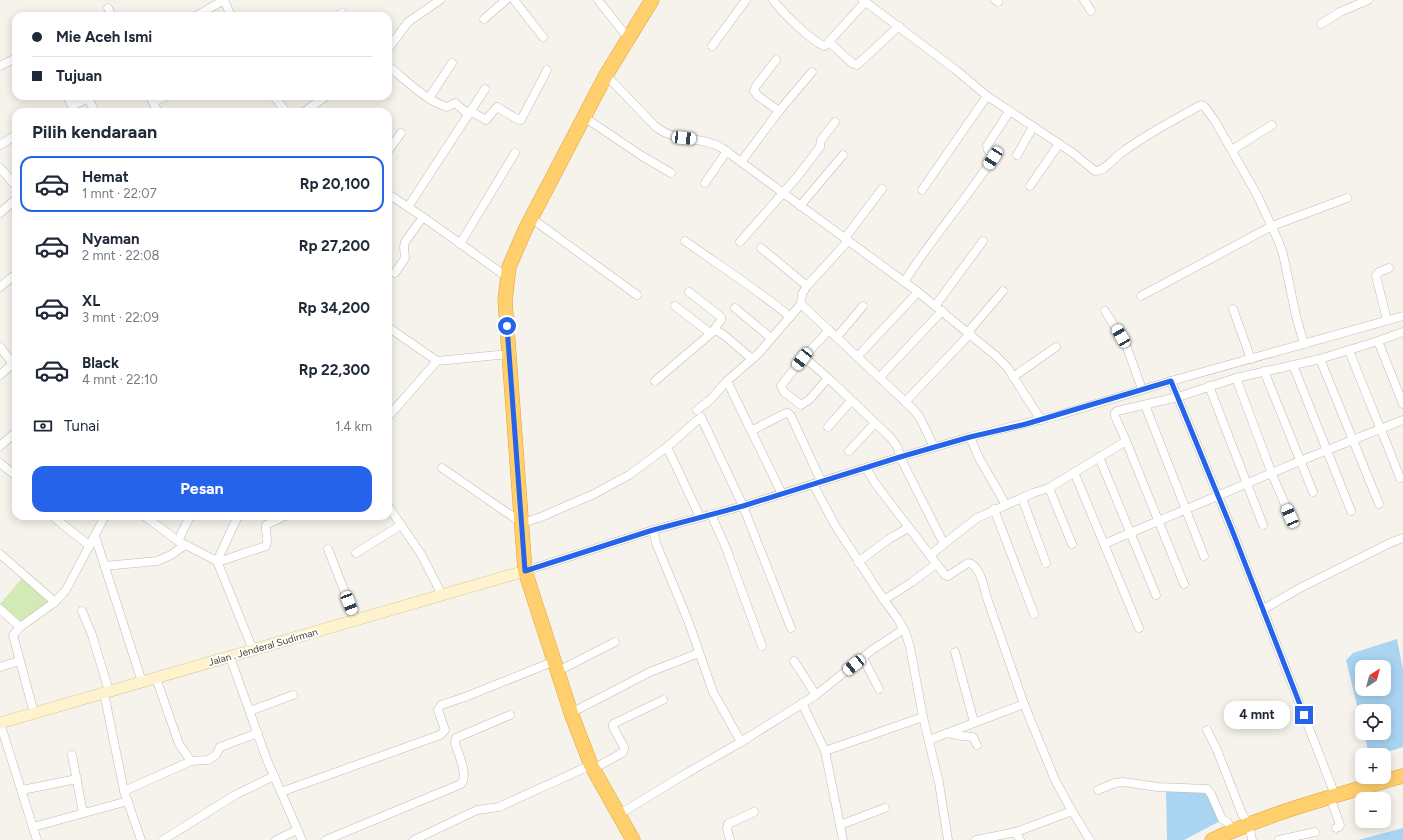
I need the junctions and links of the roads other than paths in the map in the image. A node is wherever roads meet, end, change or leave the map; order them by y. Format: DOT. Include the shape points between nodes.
graph roads {
  1 [pos="440,0"];
  2 [pos="506,0"];
  3 [pos="514,0"];
  4 [pos="598,0"];
  5 [pos="652,0"];
  6 [pos="746,0"];
  7 [pos="773,0"];
  8 [pos="1084,0"];
  9 [pos="1368,0"];
  10 [pos="864,1"];
  11 [pos="108,8"];
  12 [pos="1091,11"];
  13 [pos="110,12"];
  14 [pos="203,12"];
  15 [pos="229,12"];
  16 [pos="484,19"];
  17 [pos="1321,24"];
  18 [pos="898,26"];
  19 [pos="543,37"];
  20 [pos="628,38"];
  21 [pos="829,42"];
  22 [pos="392,44"];
  23 [pos="712,46"];
  24 [pos="12,60"];
  25 [pos="776,60"];
  26 [pos="452,62"];
  27 [pos="0,66"];
  28 [pos="392,69"];
  29 [pos="547,70"];
  30 [pos="812,72"];
  31 [pos="606,75"];
  32 [pos="485,89"];
  33 [pos="987,96"];
  34 [pos="429,98"];
  35 [pos="69,100"];
  36 [pos="84,100"];
  37 [pos="320,100"];
  38 [pos="310,108"];
  39 [pos="779,111"];
  40 [pos="469,112"];
  41 [pos="1010,112"];
  42 [pos="584,117"];
  43 [pos="835,122"];
  44 [pos="1272,125"];
  45 [pos="1033,128"];
  46 [pos="401,133"];
  47 [pos="12,138"];
  48 [pos="1059,144"];
  49 [pos="0,145"];
  50 [pos="392,145"];
  51 [pos="1232,150"];
  52 [pos="727,151"];
  53 [pos="515,153"];
  54 [pos="843,155"];
  55 [pos="1017,155"];
  56 [pos="741,162"];
  57 [pos="0,168"];
  58 [pos="671,173"];
  59 [pos="12,182"];
  60 [pos="705,183"];
  61 [pos="1030,186"];
  62 [pos="882,189"];
  63 [pos="922,190"];
  64 [pos="783,192"];
  65 [pos="392,197"];
  66 [pos="1347,198"];
  67 [pos="12,202"];
  68 [pos="800,206"];
  69 [pos="408,207"];
  70 [pos="0,213"];
  71 [pos="423,217"];
  72 [pos="531,218"];
  73 [pos="1272,226"];
  74 [pos="846,239"];
  75 [pos="685,240"];
  76 [pos="983,240"];
  77 [pos="740,242"];
  78 [pos="460,244"];
  79 [pos="761,248"];
  80 [pos="1390,268"];
  81 [pos="395,274"];
  82 [pos="507,277"];
  83 [pos="12,279"];
  84 [pos="904,282"];
  85 [pos="807,286"];
  86 [pos="0,287"];
  87 [pos="1003,290"];
  88 [pos="689,292"];
  89 [pos="918,292"];
  90 [pos="637,295"];
  91 [pos="1141,296"];
  92 [pos="801,304"];
  93 [pos="675,306"];
  94 [pos="863,306"];
  95 [pos="735,308"];
  96 [pos="938,309"];
  97 [pos="1233,309"];
  98 [pos="1105,311"];
  99 [pos="1403,316"];
  100 [pos="790,317"];
  101 [pos="1387,320"];
  102 [pos="392,330"];
  103 [pos="829,330"];
  104 [pos="712,332"];
  105 [pos="1403,332"];
  106 [pos="969,333"];
  107 [pos="837,337"];
  108 [pos="772,338"];
  109 [pos="1378,341"];
  110 [pos="1304,344"];
  111 [pos="1056,346"];
  112 [pos="0,347"];
  113 [pos="1349,350"];
  114 [pos="509,354"];
  115 [pos="858,356"];
  116 [pos="804,357"];
  117 [pos="752,359"];
  118 [pos="1252,359"];
  119 [pos="1320,359"];
  120 [pos="12,360"];
  121 [pos="437,361"];
  122 [pos="1293,365"];
  123 [pos="12,366"];
  124 [pos="1264,371"];
  125 [pos="0,376"];
  126 [pos="880,377"];
  127 [pos="1013,377"];
  128 [pos="828,378"];
  129 [pos="1236,378"];
  130 [pos="655,381"];
  131 [pos="727,381"];
  132 [pos="1209,386"];
  133 [pos="1174,388"];
  134 [pos="1142,390"];
  135 [pos="851,400"];
  136 [pos="1108,400"];
  137 [pos="905,402"];
  138 [pos="1403,404"];
  139 [pos="1145,405"];
  140 [pos="697,410"];
  141 [pos="392,412"];
  142 [pos="1116,419"];
  143 [pos="1041,420"];
  144 [pos="1403,420"];
  145 [pos="875,423"];
  146 [pos="828,427"];
  147 [pos="1382,429"];
  148 [pos="751,431"];
  149 [pos="12,436"];
  150 [pos="970,437"];
  151 [pos="1126,441"];
  152 [pos="1354,441"];
  153 [pos="0,446"];
  154 [pos="667,447"];
  155 [pos="934,448"];
  156 [pos="849,451"];
  157 [pos="1327,451"];
  158 [pos="900,457"];
  159 [pos="1098,457"];
  160 [pos="1300,461"];
  161 [pos="0,463"];
  162 [pos="442,468"];
  163 [pos="866,468"];
  164 [pos="1074,472"];
  165 [pos="12,473"];
  166 [pos="1272,474"];
  167 [pos="1400,478"];
  168 [pos="1246,484"];
  169 [pos="817,487"];
  170 [pos="1049,488"];
  171 [pos="1313,492"];
  172 [pos="782,494"];
  173 [pos="1218,496"];
  174 [pos="1022,498"];
  175 [pos="1379,504"];
  176 [pos="1006,505"];
  177 [pos="994,509"];
  178 [pos="745,510"];
  179 [pos="1186,510"];
  180 [pos="1351,511"];
  181 [pos="392,512"];
  182 [pos="1290,516"];
  183 [pos="700,517"];
  184 [pos="713,518"];
  185 [pos="57,520"];
  186 [pos="103,520"];
  187 [pos="150,520"];
  188 [pos="189,520"];
  189 [pos="236,520"];
  190 [pos="277,520"];
  191 [pos="1158,520"];
  192 [pos="522,523"];
  193 [pos="401,525"];
  194 [pos="1263,525"];
  195 [pos="908,528"];
  196 [pos="653,532"];
  197 [pos="1131,533"];
  198 [pos="95,536"];
  199 [pos="1403,538"];
  200 [pos="182,543"];
  201 [pos="944,544"];
  202 [pos="1072,544"];
  203 [pos="1104,544"];
  204 [pos="90,546"];
  205 [pos="328,550"];
  206 [pos="356,553"];
  207 [pos="0,554"];
  208 [pos="930,554"];
  209 [pos="1204,556"];
  210 [pos="217,561"];
  211 [pos="858,562"];
  212 [pos="1046,563"];
  213 [pos="936,564"];
  214 [pos="105,566"];
  215 [pos="525,571"];
  216 [pos="1184,584"];
  217 [pos="442,595"];
  218 [pos="1156,595"];
  219 [pos="884,600"];
  220 [pos="55,602"];
  221 [pos="0,609"];
  222 [pos="1262,610"];
  223 [pos="82,612"];
  224 [pos="1034,614"];
  225 [pos="356,621"];
  226 [pos="20,626"];
  227 [pos="791,628"];
  228 [pos="1139,628"];
  229 [pos="904,629"];
  230 [pos="615,642"];
  231 [pos="762,646"];
  232 [pos="253,650"];
  233 [pos="955,652"];
  234 [pos="699,653"];
  235 [pos="230,657"];
  236 [pos="862,658"];
  237 [pos="19,661"];
  238 [pos="794,661"];
  239 [pos="556,666"];
  240 [pos="0,667"];
  241 [pos="156,678"];
  242 [pos="142,682"];
  243 [pos="880,689"];
  244 [pos="107,692"];
  245 [pos="293,695"];
  246 [pos="816,695"];
  247 [pos="663,700"];
  248 [pos="802,703"];
  249 [pos="1024,704"];
  250 [pos="250,711"];
  251 [pos="572,712"];
  252 [pos="34,713"];
  253 [pos="510,715"];
  254 [pos="923,717"];
  255 [pos="974,722"];
  256 [pos="0,723"];
  257 [pos="1207,730"];
  258 [pos="258,733"];
  259 [pos="947,733"];
  260 [pos="929,740"];
  261 [pos="741,742"];
  262 [pos="977,745"];
  263 [pos="825,751"];
  264 [pos="72,755"];
  265 [pos="191,761"];
  266 [pos="592,767"];
  267 [pos="274,776"];
  268 [pos="1403,776"];
  269 [pos="76,779"];
  270 [pos="22,790"];
  271 [pos="1098,790"];
  272 [pos="124,791"];
  273 [pos="281,792"];
  274 [pos="1333,796"];
  275 [pos="128,801"];
  276 [pos="885,808"];
  277 [pos="1072,811"];
  278 [pos="754,812"];
  279 [pos="83,813"];
  280 [pos="618,815"];
  281 [pos="840,824"];
  282 [pos="1248,824"];
  283 [pos="33,827"];
  284 [pos="1336,828"];
  285 [pos="297,830"];
  286 [pos="1233,830"];
  287 [pos="1016,832"];
  288 [pos="1315,832"];
  289 [pos="628,838"];
  290 [pos="37,840"];
  291 [pos="141,840"];
  292 [pos="163,840"];
  293 [pos="276,840"];
  294 [pos="302,840"];
  295 [pos="326,840"];
  296 [pos="414,840"];
  297 [pos="730,840"];
  298 [pos="843,840"];
  299 [pos="948,840"];
  300 [pos="976,840"];
  301 [pos="1020,840"];
  302 [pos="1090,840"];
  303 [pos="1212,840"];
  304 [pos="1252,840"];
  305 [pos="1279,840"];
  1 -- 22 [label="street" via="408,22"];
  2 -- 16 [label="street"];
  3 -- 19 [label="street"];
  4 -- 20 [label="street"];
  5 -- 20 [label="highway"];
  6 -- 23 [label="street"];
  7 -- 21 [label="street" via="821,45"];
  8 -- 12 [label="street"];
  9 -- 17 [label="street" via="1340,12"];
  10 -- 18 [label="street"];
  10 -- 21 [label="street"];
  11 -- 13 [label="street"];
  14 -- 15 [label="street" via="224,0"];
  18 -- 21 [label="street" via="857,65"];
  18 -- 33 [label="street"];
  20 -- 31 [label="highway"];
  24 -- 27 [label="street"];
  25 -- 39 [label="street" via="754,91"];
  26 -- 34 [label="street"];
  28 -- 34 [label="street"];
  29 -- 40 [label="street" via="521,120 498,106 486,120"];
  30 -- 39 [label="street"];
  31 -- 42 [label="highway"];
  31 -- 52 [label="street" via="663,132 674,137 704,141"];
  32 -- 40 [label="street"];
  33 -- 41 [label="street"];
  33 -- 63 [label="street"];
  34 -- 40 [label="street" via="446,106 454,104"];
  35 -- 36 [label="street" via="72,106"];
  37 -- 38 [label="street"];
  39 -- 56 [label="street"];
  40 -- 69 [label="street"];
  41 -- 45 [label="street"];
  41 -- 84 [label="street" via="987,146 993,158 974,187 920,256"];
  42 -- 58 [label="street"];
  42 -- 72 [label="highway"];
  43 -- 64 [label="street" via="821,139 820,147"];
  44 -- 51 [label="street"];
  45 -- 48 [label="street"];
  45 -- 55 [label="street"];
  46 -- 50 [label="street"];
  47 -- 49 [label="street"];
  48 -- 51 [label="street" via="1078,156 1093,170 1098,171 1144,138 1201,105 1208,110"];
  48 -- 61 [label="street"];
  51 -- 73 [label="street"];
  52 -- 56 [label="street"];
  52 -- 60 [label="street"];
  53 -- 78 [label="street"];
  54 -- 68 [label="street"];
  56 -- 64 [label="street"];
  57 -- 59 [label="street"];
  62 -- 74 [label="street"];
  64 -- 68 [label="street"];
  64 -- 77 [label="street"];
  65 -- 69 [label="street"];
  66 -- 73 [label="street"];
  67 -- 70 [label="street"];
  68 -- 74 [label="street"];
  69 -- 71 [label="street"];
  71 -- 78 [label="street"];
  71 -- 81 [label="street" via="405,242 405,258"];
  72 -- 82 [label="highway" via="514,252"];
  72 -- 90 [label="street"];
  73 -- 91 [label="street"];
  73 -- 110 [label="street" via="1283,254"];
  74 -- 84 [label="street"];
  74 -- 85 [label="street"];
  75 -- 100 [label="street" via="765,296"];
  76 -- 96 [label="street"];
  78 -- 82 [label="street"];
  79 -- 85 [label="street"];
  80 -- 101 [label="street" via="1376,276"];
  82 -- 114 [label="highway" via="505,300"];
  83 -- 86 [label="street"];
  84 -- 89 [label="street"];
  85 -- 92 [label="street" via="802,294"];
  87 -- 106 [label="street"];
  88 -- 104 [label="street" via="722,317"];
  89 -- 96 [label="street"];
  89 -- 115 [label="street"];
  92 -- 100 [label="street"];
  92 -- 103 [label="street"];
  93 -- 104 [label="street"];
  94 -- 107 [label="street"];
  95 -- 108 [label="street"];
  96 -- 106 [label="street"];
  96 -- 126 [label="street"];
  97 -- 118 [label="street"];
  98 -- 134 [label="street" via="1126,345"];
  99 -- 101 [label="street"];
  100 -- 108 [label="street"];
  101 -- 110 [label="street"];
  102 -- 121 [label="street"];
  103 -- 107 [label="street"];
  103 -- 116 [label="street"];
  104 -- 117 [label="street" via="720,332"];
  104 -- 130 [label="street"];
  105 -- 109 [label="street"];
  106 -- 127 [label="street" via="1002,360"];
  106 -- 137 [label="street"];
  107 -- 115 [label="street"];
  108 -- 117 [label="street"];
  109 -- 113 [label="street"];
  109 -- 138 [label="street"];
  110 -- 118 [label="street"];
  111 -- 127 [label="street"];
  112 -- 120 [label="street"];
  113 -- 119 [label="street"];
  113 -- 147 [label="street"];
  114 -- 121 [label="street"];
  114 -- 192 [label="highway"];
  115 -- 126 [label="street"];
  116 -- 128 [label="street"];
  116 -- 128 [label="street" via="782,385 784,392 803,405"];
  117 -- 131 [label="street"];
  118 -- 133 [label="street"];
  119 -- 122 [label="street"];
  119 -- 152 [label="street"];
  121 -- 141 [label="street"];
  122 -- 124 [label="street"];
  122 -- 157 [label="street"];
  123 -- 125 [label="street"];
  124 -- 129 [label="street"];
  124 -- 160 [label="street"];
  126 -- 137 [label="street"];
  127 -- 143 [label="street"];
  128 -- 135 [label="street"];
  129 -- 132 [label="street"];
  129 -- 166 [label="street"];
  131 -- 140 [label="street"];
  131 -- 148 [label="street"];
  132 -- 133 [label="street"];
  132 -- 168 [label="street"];
  133 -- 134 [label="street"];
  133 -- 139 [label="street"];
  133 -- 173 [label="street"];
  134 -- 136 [label="street"];
  135 -- 145 [label="street"];
  135 -- 146 [label="street"];
  136 -- 142 [label="street"];
  136 -- 143 [label="street"];
  137 -- 155 [label="street" via="920,418"];
  139 -- 142 [label="street" via="1117,411"];
  139 -- 179 [label="street"];
  142 -- 151 [label="street"];
  143 -- 150 [label="street"];
  144 -- 147 [label="street"];
  145 -- 156 [label="street"];
  145 -- 158 [label="street" via="897,446"];
  147 -- 152 [label="street"];
  147 -- 167 [label="street"];
  148 -- 169 [label="street" via="786,412 789,413"];
  148 -- 172 [label="street"];
  149 -- 153 [label="street"];
  150 -- 155 [label="street"];
  150 -- 176 [label="street"];
  151 -- 159 [label="street"];
  151 -- 191 [label="street"];
  152 -- 157 [label="street"];
  152 -- 175 [label="street"];
  154 -- 178 [label="street" via="701,417"];
  154 -- 183 [label="street"];
  154 -- 192 [label="street" via="629,475 594,494"];
  155 -- 158 [label="street"];
  157 -- 160 [label="street"];
  157 -- 180 [label="street"];
  158 -- 163 [label="street"];
  158 -- 201 [label="street"];
  159 -- 164 [label="street"];
  159 -- 197 [label="street"];
  160 -- 166 [label="street"];
  160 -- 171 [label="street"];
  161 -- 165 [label="street"];
  162 -- 192 [label="street"];
  163 -- 169 [label="street"];
  163 -- 195 [label="street"];
  164 -- 170 [label="street"];
  164 -- 203 [label="street"];
  166 -- 168 [label="street"];
  166 -- 182 [label="street"];
  168 -- 173 [label="street"];
  168 -- 194 [label="street"];
  169 -- 172 [label="street"];
  169 -- 211 [label="street" via="825,510"];
  170 -- 174 [label="street"];
  170 -- 202 [label="street"];
  172 -- 178 [label="street"];
  173 -- 179 [label="street"];
  173 -- 222 [label="street"];
  174 -- 176 [label="street"];
  174 -- 212 [label="street"];
  176 -- 177 [label="street"];
  177 -- 201 [label="street" via="974,519"];
  177 -- 224 [label="street"];
  178 -- 184 [label="street"];
  178 -- 227 [label="street"];
  179 -- 191 [label="street"];
  179 -- 209 [label="street"];
  181 -- 193 [label="street"];
  183 -- 184 [label="street"];
  183 -- 196 [label="street"];
  184 -- 231 [label="street"];
  185 -- 204 [label="street"];
  186 -- 198 [label="street"];
  187 -- 200 [label="street"];
  188 -- 200 [label="street"];
  189 -- 210 [label="street"];
  190 -- 210 [label="street" via="266,525 268,543 265,546"];
  191 -- 197 [label="street"];
  191 -- 216 [label="street"];
  192 -- 215 [label="highway"];
  193 -- 206 [label="street"];
  193 -- 217 [label="street" via="421,554"];
  195 -- 208 [label="street"];
  195 -- 211 [label="street"];
  196 -- 215 [label="street"];
  196 -- 234 [label="street"];
  197 -- 203 [label="street"];
  197 -- 218 [label="street"];
  198 -- 204 [label="street"];
  198 -- 214 [label="street"];
  199 -- 222 [label="street" via="1320,578"];
  200 -- 210 [label="street"];
  200 -- 214 [label="street" via="171,555 157,561"];
  201 -- 208 [label="street"];
  203 -- 228 [label="street"];
  204 -- 220 [label="street" via="66,590"];
  205 -- 225 [label="street"];
  207 -- 220 [label="street"];
  208 -- 213 [label="street"];
  210 -- 232 [label="street"];
  211 -- 219 [label="street"];
  213 -- 219 [label="street"];
  213 -- 249 [label="street" via="947,576 968,563 972,563 976,568"];
  214 -- 242 [label="street"];
  215 -- 217 [label="street, Jalan . Jenderal Sudirman"];
  215 -- 239 [label="highway"];
  217 -- 225 [label="street, Jalan . Jenderal Sudirman"];
  219 -- 229 [label="street"];
  220 -- 226 [label="street"];
  221 -- 226 [label="street"];
  222 -- 274 [label="street"];
  223 -- 244 [label="street" via="96,649"];
  225 -- 232 [label="street, Jalan . Jenderal Sudirman"];
  226 -- 237 [label="street" via="13,635"];
  229 -- 236 [label="street"];
  229 -- 254 [label="street" via="910,647"];
  230 -- 239 [label="street"];
  232 -- 235 [label="street, Jalan . Jenderal Sudirman"];
  233 -- 255 [label="street"];
  234 -- 251 [label="street" via="650,672"];
  234 -- 261 [label="street" via="713,692"];
  235 -- 241 [label="street, Jalan . Jenderal Sudirman"];
  235 -- 250 [label="street"];
  236 -- 243 [label="street"];
  236 -- 246 [label="street"];
  237 -- 240 [label="street"];
  237 -- 252 [label="street"];
  238 -- 246 [label="street"];
  239 -- 251 [label="highway"];
  239 -- 273 [label="street" via="441,705 438,710 445,730 440,735"];
  241 -- 242 [label="street, Jalan . Jenderal Sudirman"];
  241 -- 265 [label="street" via="179,744"];
  242 -- 244 [label="street, Jalan . Jenderal Sudirman"];
  244 -- 252 [label="street, Jalan . Jenderal Sudirman"];
  244 -- 272 [label="street"];
  245 -- 250 [label="street"];
  246 -- 248 [label="street"];
  247 -- 266 [label="street" via="613,724 624,750"];
  248 -- 261 [label="street"];
  248 -- 263 [label="street"];
  249 -- 255 [label="street"];
  249 -- 277 [label="street" via="1055,780"];
  250 -- 258 [label="street"];
  251 -- 266 [label="highway"];
  252 -- 256 [label="street, Jalan . Jenderal Sudirman"];
  253 -- 295 [label="street" via="456,738 455,743 465,774 461,784"];
  254 -- 260 [label="street"];
  254 -- 263 [label="street"];
  255 -- 259 [label="street"];
  256 -- 270 [label="street"];
  257 -- 282 [label="street"];
  258 -- 265 [label="street" via="220,747 216,755 208,760"];
  258 -- 267 [label="street"];
  259 -- 260 [label="street"];
  259 -- 262 [label="street" via="974,736"];
  260 -- 299 [label="street"];
  261 -- 280 [label="street"];
  263 -- 281 [label="street"];
  264 -- 269 [label="street"];
  265 -- 272 [label="street"];
  266 -- 280 [label="highway"];
  266 -- 296 [label="street" via="499,807 477,810"];
  267 -- 273 [label="street"];
  267 -- 292 [label="street" via="235,795"];
  268 -- 274 [label="highway"];
  269 -- 270 [label="street"];
  269 -- 279 [label="street"];
  270 -- 283 [label="street"];
  271 -- 286 [label="street" via="1123,782 1158,787 1207,789 1212,794 1222,819"];
  272 -- 275 [label="street"];
  273 -- 285 [label="street"];
  274 -- 282 [label="highway"];
  274 -- 284 [label="street" via="1340,825"];
  275 -- 279 [label="street"];
  275 -- 291 [label="street"];
  276 -- 281 [label="street"];
  277 -- 287 [label="street"];
  277 -- 302 [label="street"];
  278 -- 297 [label="street" via="728,824"];
  279 -- 283 [label="street"];
  280 -- 289 [label="highway"];
  281 -- 298 [label="street"];
  282 -- 286 [label="highway"];
  282 -- 304 [label="street"];
  283 -- 290 [label="street"];
  285 -- 293 [label="street"];
  285 -- 294 [label="street"];
  286 -- 303 [label="highway"];
  287 -- 300 [label="street"];
  287 -- 301 [label="street"];
  288 -- 305 [label="street"];
}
━━━━━━━━━━━━━━━━━━━━
> _EXERCISE BRIEF_
Return all lines from the material that contain "roads".

> _THE COMPLETED TASK_
I need the junctions and links of the roads other than paths in the map in the image. A node is wherever roads meet, end, change or leave the map; order them by y. Format: DOT. Include the shape points between nodes.
graph roads {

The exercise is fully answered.